DATA >>
------------------------------------------------------------

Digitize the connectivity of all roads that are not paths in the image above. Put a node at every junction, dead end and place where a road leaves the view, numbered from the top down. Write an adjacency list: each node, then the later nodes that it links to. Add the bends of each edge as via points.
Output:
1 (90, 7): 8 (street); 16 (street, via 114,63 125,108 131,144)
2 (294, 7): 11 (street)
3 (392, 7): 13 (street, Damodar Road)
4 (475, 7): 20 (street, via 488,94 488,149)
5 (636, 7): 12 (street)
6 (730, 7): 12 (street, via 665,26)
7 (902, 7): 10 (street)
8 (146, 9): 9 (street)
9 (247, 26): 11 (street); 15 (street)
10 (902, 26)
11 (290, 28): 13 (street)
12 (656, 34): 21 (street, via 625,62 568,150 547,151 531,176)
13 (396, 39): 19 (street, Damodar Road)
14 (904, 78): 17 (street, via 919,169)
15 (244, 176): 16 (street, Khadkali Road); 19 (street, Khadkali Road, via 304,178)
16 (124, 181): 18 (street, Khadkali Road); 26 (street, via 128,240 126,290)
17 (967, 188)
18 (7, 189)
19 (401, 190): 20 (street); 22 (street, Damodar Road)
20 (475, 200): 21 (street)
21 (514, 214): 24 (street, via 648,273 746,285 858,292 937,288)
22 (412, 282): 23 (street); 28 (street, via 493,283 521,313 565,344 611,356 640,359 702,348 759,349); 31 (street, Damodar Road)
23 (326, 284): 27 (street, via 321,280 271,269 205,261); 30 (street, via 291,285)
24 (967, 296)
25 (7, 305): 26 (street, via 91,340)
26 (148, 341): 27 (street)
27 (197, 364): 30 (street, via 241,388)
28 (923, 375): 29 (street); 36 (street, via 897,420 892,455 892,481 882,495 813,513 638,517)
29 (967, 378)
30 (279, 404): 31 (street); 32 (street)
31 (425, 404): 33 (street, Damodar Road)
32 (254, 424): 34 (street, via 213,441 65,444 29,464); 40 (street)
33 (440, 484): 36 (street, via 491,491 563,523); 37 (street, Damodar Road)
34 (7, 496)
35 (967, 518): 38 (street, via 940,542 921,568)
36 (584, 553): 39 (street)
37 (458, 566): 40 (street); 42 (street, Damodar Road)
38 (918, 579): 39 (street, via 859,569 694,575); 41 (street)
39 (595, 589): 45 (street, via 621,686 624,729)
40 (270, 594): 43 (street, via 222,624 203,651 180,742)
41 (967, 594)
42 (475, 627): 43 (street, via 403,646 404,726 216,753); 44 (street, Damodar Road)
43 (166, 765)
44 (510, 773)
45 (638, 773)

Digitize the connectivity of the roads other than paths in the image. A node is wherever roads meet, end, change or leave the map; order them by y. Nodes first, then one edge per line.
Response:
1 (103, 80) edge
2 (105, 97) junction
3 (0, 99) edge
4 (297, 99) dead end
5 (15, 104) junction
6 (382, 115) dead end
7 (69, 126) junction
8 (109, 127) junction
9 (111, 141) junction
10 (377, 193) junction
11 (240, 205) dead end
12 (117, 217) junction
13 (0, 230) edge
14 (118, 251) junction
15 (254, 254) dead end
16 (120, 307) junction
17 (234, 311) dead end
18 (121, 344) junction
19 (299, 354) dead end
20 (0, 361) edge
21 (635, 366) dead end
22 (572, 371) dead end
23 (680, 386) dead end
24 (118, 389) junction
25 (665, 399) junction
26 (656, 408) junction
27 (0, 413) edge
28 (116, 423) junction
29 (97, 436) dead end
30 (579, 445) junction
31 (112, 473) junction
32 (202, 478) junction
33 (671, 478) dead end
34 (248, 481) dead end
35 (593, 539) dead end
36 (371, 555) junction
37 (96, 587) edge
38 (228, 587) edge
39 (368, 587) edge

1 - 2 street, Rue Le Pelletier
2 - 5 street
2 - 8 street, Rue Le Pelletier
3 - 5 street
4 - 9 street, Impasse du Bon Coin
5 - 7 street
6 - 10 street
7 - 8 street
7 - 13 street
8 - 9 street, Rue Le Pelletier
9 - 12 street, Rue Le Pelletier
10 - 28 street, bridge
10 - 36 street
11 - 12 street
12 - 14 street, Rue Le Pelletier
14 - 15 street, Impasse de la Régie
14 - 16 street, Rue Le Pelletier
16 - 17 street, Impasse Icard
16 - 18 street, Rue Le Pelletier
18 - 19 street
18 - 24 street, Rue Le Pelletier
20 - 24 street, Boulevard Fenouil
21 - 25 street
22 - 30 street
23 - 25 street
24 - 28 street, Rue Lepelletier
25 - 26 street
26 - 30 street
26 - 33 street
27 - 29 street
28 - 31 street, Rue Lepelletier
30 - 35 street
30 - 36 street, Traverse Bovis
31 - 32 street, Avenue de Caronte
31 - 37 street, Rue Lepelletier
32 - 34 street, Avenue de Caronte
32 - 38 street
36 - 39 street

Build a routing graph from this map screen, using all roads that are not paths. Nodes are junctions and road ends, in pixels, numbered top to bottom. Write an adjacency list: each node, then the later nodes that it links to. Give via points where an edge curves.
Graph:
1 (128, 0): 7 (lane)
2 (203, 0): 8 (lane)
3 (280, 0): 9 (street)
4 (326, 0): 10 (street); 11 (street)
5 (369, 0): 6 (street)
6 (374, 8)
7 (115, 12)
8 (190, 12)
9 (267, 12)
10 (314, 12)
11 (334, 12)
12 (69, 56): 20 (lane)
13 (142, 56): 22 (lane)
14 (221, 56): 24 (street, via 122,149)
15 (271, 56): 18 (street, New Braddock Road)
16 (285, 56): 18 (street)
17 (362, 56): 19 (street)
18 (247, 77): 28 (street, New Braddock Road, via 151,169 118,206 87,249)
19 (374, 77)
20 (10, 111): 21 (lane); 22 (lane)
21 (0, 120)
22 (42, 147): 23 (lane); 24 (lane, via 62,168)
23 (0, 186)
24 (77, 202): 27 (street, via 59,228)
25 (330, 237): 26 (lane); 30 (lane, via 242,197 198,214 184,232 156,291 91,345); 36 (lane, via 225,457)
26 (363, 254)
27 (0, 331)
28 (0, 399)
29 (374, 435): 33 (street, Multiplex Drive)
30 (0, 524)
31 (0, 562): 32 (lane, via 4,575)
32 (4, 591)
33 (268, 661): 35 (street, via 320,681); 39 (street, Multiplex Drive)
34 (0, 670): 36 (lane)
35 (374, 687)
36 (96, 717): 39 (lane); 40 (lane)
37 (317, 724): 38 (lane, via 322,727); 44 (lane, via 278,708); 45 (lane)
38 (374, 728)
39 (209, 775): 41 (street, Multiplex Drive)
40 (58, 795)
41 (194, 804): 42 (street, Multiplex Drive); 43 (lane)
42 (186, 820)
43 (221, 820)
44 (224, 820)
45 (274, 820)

------------------------------------------------------------

TASK TO CARRY OUT >> Your answer should be a single number: the count of lines in the entries that contain the word "Avenue".

WRITTEN REPLY >> 2